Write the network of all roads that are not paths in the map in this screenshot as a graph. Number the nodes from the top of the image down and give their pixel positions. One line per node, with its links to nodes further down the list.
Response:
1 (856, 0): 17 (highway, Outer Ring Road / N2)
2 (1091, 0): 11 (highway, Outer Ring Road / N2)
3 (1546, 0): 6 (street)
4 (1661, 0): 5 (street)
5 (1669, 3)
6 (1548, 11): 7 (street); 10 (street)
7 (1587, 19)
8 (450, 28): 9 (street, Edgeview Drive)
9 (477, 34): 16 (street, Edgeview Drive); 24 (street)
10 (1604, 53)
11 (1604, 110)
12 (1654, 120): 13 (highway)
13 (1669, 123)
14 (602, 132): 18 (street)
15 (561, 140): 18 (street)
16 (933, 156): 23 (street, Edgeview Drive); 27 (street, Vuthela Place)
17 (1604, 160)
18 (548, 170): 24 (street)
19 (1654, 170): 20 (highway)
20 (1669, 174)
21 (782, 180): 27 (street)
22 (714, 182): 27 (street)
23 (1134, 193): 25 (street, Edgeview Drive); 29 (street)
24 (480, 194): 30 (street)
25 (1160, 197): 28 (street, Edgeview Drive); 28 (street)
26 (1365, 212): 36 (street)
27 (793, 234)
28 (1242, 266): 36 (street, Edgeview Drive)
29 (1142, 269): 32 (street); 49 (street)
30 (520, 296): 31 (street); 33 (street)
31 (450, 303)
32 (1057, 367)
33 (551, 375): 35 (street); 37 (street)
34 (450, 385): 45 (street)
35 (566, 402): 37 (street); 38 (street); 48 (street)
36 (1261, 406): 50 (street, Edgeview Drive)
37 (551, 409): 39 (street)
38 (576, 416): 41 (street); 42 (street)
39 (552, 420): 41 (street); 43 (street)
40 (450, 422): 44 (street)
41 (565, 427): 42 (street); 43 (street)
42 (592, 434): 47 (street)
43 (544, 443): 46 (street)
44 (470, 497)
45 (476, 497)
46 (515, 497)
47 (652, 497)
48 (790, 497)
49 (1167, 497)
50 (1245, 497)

• • • •

◆ Description of the task: Every line in the data that holds "Ring" should be copied out.

◆ Exercise response:
1 (856, 0): 17 (highway, Outer Ring Road / N2)
2 (1091, 0): 11 (highway, Outer Ring Road / N2)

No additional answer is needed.